_What you are asked to do_
Each record that comes next should be output exactly; pictures do not belong in the copy.

[Dataset excerpts]

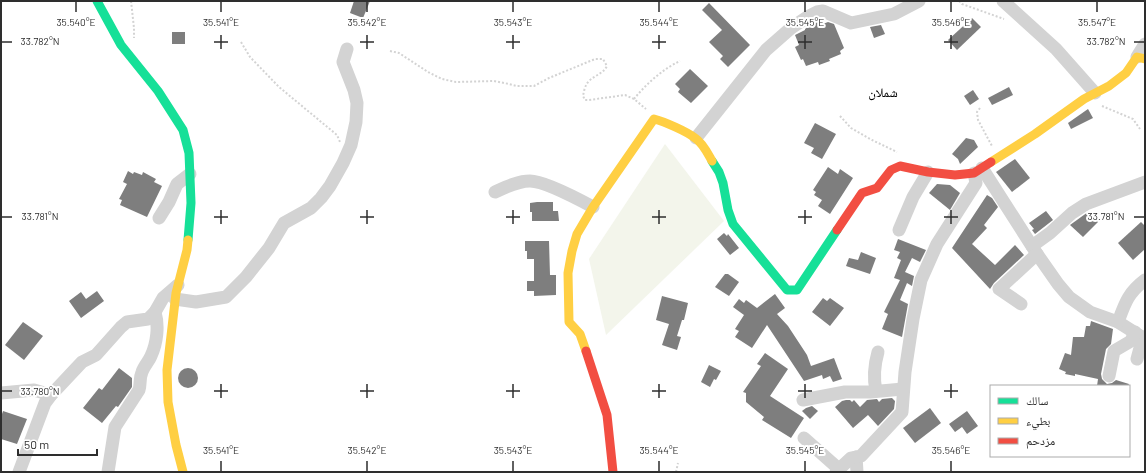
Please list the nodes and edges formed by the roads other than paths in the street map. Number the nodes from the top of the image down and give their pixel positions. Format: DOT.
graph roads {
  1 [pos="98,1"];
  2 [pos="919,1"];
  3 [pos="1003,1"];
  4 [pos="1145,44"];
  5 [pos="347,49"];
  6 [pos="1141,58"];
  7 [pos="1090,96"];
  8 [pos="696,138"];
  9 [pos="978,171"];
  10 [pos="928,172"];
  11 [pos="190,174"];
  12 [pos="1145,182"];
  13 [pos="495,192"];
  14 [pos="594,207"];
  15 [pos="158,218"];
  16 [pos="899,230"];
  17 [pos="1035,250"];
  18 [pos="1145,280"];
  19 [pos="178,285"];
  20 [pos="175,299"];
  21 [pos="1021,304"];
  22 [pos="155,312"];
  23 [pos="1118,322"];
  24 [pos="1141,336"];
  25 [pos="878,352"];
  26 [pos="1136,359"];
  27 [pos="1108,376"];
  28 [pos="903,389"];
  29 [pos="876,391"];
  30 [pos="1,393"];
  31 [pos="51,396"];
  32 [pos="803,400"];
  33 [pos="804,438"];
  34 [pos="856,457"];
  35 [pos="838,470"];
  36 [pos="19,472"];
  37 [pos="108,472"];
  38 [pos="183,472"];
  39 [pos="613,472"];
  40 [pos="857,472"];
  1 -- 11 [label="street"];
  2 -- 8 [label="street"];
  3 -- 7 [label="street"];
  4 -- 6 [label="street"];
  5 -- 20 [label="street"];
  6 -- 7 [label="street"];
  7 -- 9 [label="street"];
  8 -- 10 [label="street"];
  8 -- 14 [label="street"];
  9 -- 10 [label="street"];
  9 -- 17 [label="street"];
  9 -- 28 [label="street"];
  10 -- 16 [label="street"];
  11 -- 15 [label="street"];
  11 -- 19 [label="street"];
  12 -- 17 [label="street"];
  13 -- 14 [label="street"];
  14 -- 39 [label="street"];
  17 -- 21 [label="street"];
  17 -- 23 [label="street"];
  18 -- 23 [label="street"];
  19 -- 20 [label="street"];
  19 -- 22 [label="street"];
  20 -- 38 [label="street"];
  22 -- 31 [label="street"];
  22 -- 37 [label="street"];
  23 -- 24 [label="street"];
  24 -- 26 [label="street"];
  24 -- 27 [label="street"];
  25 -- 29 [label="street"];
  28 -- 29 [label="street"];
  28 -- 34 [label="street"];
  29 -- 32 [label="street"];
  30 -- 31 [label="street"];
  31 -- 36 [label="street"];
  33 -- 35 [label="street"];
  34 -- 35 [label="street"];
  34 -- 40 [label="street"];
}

_Reply to the task_
Please list the nodes and edges formed by the roads other than paths in the street map. Number the nodes from the top of the image down and give their pixel positions. Format: DOT.
graph roads {
  1 [pos="98,1"];
  2 [pos="919,1"];
  3 [pos="1003,1"];
  4 [pos="1145,44"];
  5 [pos="347,49"];
  6 [pos="1141,58"];
  7 [pos="1090,96"];
  8 [pos="696,138"];
  9 [pos="978,171"];
  10 [pos="928,172"];
  11 [pos="190,174"];
  12 [pos="1145,182"];
  13 [pos="495,192"];
  14 [pos="594,207"];
  15 [pos="158,218"];
  16 [pos="899,230"];
  17 [pos="1035,250"];
  18 [pos="1145,280"];
  19 [pos="178,285"];
  20 [pos="175,299"];
  21 [pos="1021,304"];
  22 [pos="155,312"];
  23 [pos="1118,322"];
  24 [pos="1141,336"];
  25 [pos="878,352"];
  26 [pos="1136,359"];
  27 [pos="1108,376"];
  28 [pos="903,389"];
  29 [pos="876,391"];
  30 [pos="1,393"];
  31 [pos="51,396"];
  32 [pos="803,400"];
  33 [pos="804,438"];
  34 [pos="856,457"];
  35 [pos="838,470"];
  36 [pos="19,472"];
  37 [pos="108,472"];
  38 [pos="183,472"];
  39 [pos="613,472"];
  40 [pos="857,472"];
  1 -- 11 [label="street"];
  2 -- 8 [label="street"];
  3 -- 7 [label="street"];
  4 -- 6 [label="street"];
  5 -- 20 [label="street"];
  6 -- 7 [label="street"];
  7 -- 9 [label="street"];
  8 -- 10 [label="street"];
  8 -- 14 [label="street"];
  9 -- 10 [label="street"];
  9 -- 17 [label="street"];
  9 -- 28 [label="street"];
  10 -- 16 [label="street"];
  11 -- 15 [label="street"];
  11 -- 19 [label="street"];
  12 -- 17 [label="street"];
  13 -- 14 [label="street"];
  14 -- 39 [label="street"];
  17 -- 21 [label="street"];
  17 -- 23 [label="street"];
  18 -- 23 [label="street"];
  19 -- 20 [label="street"];
  19 -- 22 [label="street"];
  20 -- 38 [label="street"];
  22 -- 31 [label="street"];
  22 -- 37 [label="street"];
  23 -- 24 [label="street"];
  24 -- 26 [label="street"];
  24 -- 27 [label="street"];
  25 -- 29 [label="street"];
  28 -- 29 [label="street"];
  28 -- 34 [label="street"];
  29 -- 32 [label="street"];
  30 -- 31 [label="street"];
  31 -- 36 [label="street"];
  33 -- 35 [label="street"];
  34 -- 35 [label="street"];
  34 -- 40 [label="street"];
}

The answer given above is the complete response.